La ventisca lanzaba sus
quejidos por la chimenea hacia el interior de la cabaña. Por
suerte, esta, se encontraba bien asentada.
La nieve cubría hasta
la mitad de las ventanas.
Acurrucado contra su
dueño, Mitrón, un dogo alemán, dormitaba al calor de las llamas
amarillas y azuladas de la hoguera. Todo parecía tranquilo.
Joe, un joven escritor
hacía su primera invernada en un parque. Había
construido su cabaña a orillas del lago del mismo nombre.
Tallaba
con sumo cuidado la cabeza de un oso.
A pesar de la tormenta de
nieve que azotaba la comarca y la baja temperatura del exterior.
Un
agradable ambiente se respiraba en la estancia, única habitación de
que constaba el hogar de Joe.
Tenía un altillo donde se hallaba un
camastro al que se accedía por una tosca escalerilla de troncos,
hecha de modo rudimentario, como todo lo que había dentro de la
cabaña: una mesa, una silla y un balancín, en el que Joe se mecía
leyendo y repasando los capítulos de su novela.
También dedicaba
algún tiempo a tallar. Siempre le había gustado hacer figuras de
animales salvajes.
Tenía víveres para
pasar un invierno tranquilo en compañía de su perro.
El más bello
de los canes.
De pronto Mitrón dio un salto y se dio a una furiosa
envestida contra la puerta que se hallaba cerrada con un fuerte
travesaño de hierro que la cubría de parte a parte.

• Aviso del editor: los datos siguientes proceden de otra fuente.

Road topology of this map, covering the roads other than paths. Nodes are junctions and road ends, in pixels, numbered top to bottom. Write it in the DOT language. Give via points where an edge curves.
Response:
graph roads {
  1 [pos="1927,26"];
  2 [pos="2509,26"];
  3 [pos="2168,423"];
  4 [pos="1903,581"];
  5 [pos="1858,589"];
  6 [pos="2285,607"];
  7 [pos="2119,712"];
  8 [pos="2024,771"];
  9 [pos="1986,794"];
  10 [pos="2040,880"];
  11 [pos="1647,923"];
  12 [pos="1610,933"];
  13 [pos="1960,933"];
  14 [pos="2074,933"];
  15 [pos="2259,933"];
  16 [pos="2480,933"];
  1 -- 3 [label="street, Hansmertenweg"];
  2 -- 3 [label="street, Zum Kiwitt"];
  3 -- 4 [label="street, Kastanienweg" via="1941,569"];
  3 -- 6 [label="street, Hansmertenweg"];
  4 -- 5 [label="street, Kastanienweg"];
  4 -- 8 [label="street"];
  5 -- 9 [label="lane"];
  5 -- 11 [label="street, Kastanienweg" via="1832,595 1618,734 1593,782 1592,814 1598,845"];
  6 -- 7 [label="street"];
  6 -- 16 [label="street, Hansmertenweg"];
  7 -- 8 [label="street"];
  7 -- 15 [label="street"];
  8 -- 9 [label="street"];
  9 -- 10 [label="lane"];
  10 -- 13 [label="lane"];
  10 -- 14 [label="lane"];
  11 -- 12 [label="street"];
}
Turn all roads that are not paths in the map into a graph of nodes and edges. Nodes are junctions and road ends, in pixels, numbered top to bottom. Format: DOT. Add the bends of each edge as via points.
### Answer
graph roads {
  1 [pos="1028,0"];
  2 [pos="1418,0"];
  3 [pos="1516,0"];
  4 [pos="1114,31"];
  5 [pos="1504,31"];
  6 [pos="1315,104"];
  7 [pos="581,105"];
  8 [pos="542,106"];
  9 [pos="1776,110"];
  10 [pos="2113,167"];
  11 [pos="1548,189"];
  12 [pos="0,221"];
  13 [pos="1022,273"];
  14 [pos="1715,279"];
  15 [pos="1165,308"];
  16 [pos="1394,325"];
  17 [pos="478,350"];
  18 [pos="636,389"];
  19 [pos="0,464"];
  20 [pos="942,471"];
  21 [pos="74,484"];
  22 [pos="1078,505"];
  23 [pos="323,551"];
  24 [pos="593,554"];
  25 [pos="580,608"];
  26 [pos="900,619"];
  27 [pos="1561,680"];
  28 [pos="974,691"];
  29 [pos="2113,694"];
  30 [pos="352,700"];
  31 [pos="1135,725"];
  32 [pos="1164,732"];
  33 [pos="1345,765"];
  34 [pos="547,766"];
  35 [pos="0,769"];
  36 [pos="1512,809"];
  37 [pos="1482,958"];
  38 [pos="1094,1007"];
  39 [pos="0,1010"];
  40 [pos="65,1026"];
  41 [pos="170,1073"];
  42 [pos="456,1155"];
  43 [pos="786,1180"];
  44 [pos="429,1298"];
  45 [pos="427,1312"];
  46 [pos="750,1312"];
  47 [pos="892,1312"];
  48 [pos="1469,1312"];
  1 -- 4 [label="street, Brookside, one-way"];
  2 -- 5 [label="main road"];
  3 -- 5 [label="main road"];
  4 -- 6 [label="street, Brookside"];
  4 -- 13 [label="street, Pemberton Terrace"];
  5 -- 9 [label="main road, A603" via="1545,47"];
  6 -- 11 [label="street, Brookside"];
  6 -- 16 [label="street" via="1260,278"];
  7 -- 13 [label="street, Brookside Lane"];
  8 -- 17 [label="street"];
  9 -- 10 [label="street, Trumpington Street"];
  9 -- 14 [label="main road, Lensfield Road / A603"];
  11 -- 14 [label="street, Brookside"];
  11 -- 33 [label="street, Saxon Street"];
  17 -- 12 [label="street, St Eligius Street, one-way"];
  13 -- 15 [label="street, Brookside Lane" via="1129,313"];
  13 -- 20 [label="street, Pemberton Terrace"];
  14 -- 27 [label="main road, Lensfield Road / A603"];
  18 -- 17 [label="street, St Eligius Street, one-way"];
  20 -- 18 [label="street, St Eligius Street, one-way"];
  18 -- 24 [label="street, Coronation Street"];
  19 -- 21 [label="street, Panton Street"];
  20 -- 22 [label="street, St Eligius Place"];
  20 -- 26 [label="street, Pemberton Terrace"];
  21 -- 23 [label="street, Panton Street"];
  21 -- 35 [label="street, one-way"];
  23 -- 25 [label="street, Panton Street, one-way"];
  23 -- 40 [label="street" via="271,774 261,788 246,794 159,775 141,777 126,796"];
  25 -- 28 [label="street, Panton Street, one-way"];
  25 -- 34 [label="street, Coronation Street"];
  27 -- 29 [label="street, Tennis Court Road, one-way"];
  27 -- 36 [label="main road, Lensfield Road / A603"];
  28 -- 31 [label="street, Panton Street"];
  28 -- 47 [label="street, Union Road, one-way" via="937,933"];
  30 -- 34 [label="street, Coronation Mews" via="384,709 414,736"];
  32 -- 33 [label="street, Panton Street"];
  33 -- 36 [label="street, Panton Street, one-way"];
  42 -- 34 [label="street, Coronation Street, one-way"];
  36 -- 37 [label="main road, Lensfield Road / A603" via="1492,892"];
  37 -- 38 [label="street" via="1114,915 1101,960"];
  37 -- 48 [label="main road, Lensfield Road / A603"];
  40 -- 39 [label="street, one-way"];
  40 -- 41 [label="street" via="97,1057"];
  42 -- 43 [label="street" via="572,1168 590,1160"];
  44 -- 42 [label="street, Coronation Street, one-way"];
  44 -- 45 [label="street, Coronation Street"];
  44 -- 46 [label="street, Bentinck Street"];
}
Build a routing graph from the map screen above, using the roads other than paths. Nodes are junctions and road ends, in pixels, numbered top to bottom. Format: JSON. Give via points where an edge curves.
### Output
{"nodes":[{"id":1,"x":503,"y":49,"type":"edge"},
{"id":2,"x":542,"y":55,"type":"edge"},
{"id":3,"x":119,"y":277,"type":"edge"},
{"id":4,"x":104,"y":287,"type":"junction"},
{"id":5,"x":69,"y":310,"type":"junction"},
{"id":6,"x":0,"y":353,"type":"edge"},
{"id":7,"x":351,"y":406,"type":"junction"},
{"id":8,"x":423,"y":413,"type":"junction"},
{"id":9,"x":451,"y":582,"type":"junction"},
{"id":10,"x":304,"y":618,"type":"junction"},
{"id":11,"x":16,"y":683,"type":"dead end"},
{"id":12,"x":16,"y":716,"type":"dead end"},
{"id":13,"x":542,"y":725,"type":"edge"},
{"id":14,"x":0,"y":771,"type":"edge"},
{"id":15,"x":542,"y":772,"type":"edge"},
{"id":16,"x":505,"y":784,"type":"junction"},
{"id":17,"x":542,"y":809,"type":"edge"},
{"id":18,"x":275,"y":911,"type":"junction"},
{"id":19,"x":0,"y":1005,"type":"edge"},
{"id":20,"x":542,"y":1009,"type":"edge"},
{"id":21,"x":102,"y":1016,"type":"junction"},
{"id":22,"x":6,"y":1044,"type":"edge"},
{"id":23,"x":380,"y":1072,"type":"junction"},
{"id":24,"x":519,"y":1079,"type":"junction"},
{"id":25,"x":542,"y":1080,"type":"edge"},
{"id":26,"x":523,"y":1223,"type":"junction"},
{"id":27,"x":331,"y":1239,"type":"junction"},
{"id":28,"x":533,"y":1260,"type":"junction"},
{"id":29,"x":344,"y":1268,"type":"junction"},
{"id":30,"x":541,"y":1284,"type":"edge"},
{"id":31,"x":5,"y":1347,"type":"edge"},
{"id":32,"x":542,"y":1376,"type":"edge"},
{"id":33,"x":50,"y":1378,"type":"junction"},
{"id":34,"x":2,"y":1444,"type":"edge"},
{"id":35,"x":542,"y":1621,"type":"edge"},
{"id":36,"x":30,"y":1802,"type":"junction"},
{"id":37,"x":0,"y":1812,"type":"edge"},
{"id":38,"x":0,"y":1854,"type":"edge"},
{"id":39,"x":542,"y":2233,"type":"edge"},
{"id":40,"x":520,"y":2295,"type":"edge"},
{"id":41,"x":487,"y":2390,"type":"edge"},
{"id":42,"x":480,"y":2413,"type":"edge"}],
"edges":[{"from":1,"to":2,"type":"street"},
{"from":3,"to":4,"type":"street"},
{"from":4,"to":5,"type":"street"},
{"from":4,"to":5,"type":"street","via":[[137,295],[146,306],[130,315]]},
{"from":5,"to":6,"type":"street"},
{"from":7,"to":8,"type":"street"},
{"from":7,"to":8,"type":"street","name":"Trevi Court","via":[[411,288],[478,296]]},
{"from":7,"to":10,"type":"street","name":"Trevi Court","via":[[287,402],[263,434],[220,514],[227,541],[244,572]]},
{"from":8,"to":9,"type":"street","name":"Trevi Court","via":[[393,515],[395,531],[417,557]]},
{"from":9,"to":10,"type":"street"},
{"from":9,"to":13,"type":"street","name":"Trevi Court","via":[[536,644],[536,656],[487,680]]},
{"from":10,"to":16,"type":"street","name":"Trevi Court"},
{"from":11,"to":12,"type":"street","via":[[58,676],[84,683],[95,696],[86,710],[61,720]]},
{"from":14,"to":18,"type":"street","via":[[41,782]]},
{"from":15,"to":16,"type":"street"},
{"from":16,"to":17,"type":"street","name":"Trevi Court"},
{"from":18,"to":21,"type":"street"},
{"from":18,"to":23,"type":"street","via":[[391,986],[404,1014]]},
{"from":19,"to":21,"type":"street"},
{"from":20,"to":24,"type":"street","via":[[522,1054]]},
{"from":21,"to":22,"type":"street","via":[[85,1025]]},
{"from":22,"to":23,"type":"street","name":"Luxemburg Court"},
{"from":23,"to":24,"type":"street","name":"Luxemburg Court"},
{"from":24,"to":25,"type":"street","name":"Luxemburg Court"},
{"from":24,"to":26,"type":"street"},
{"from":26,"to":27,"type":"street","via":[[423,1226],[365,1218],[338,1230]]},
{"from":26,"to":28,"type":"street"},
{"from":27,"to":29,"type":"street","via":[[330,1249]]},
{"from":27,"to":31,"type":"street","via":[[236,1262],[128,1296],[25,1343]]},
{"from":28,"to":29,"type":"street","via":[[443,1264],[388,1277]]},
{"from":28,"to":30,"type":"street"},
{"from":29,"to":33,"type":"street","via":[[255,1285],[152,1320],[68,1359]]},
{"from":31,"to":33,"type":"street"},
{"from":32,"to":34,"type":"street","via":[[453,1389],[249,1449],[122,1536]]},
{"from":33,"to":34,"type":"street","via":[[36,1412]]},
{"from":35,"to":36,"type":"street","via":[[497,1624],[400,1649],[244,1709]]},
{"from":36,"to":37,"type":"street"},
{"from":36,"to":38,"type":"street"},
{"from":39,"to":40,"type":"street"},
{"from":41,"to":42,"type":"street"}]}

Joe oyó unos
arañazos sobre la parte exterior de la puerta.
Se asomó a la
ventana por la parte que quedaba al descubierto de la nieve y vio a
un enorme oso pardo que intentaba tirar la puerta abajo.
Se apresuró a proteger
la puerta con todo lo que tenía a mano, pero la fuerza descomunal
del animal amenazaba con echarla abajo.
Mitrón ladraba furioso. Se
alzaba sobre sus patas traseras. Apoyando las delanteras en la puerta
subido sobre la mesa y la silla.
Joe, con toda calma
preparó su fusil.
Apagó los leños que ardían en el hogar, y con
la escalerilla se deslizó por la chimenea hasta el tejado de la
choza.
Lanzó unos metros más allá de donde se encontraba el animal
un trozo de carne ahumada.
El oso se dispuso a cogerla, momento que
aprovechó Joe para con un certero disparo dejarlo abatido sobre la nieve.
Nunca antes había tenido
oportunidad de tal cosa, pero el joven se dispuso a sacar la piel del
oso intacta y lo consiguió con destreza inusitada.
Trabajosamente
lo hizo partes y lo guardó enterrado bajo la nieve. Sería un buen
alimento para Mitrón.
La piel del oso quedó
tendida en el exterior en la rama de un enorme abeto. Pronto lucia
una blanca rigidez. Se había congelado.
Las noches eran eternas. Esa noche Joe no pudo pegar ojo. La tremenda soledad
en que vivía, de pronto, se le hizo penosa. La huida de la gran
ciudad, ahora le resultaba estúpida e irresponsable.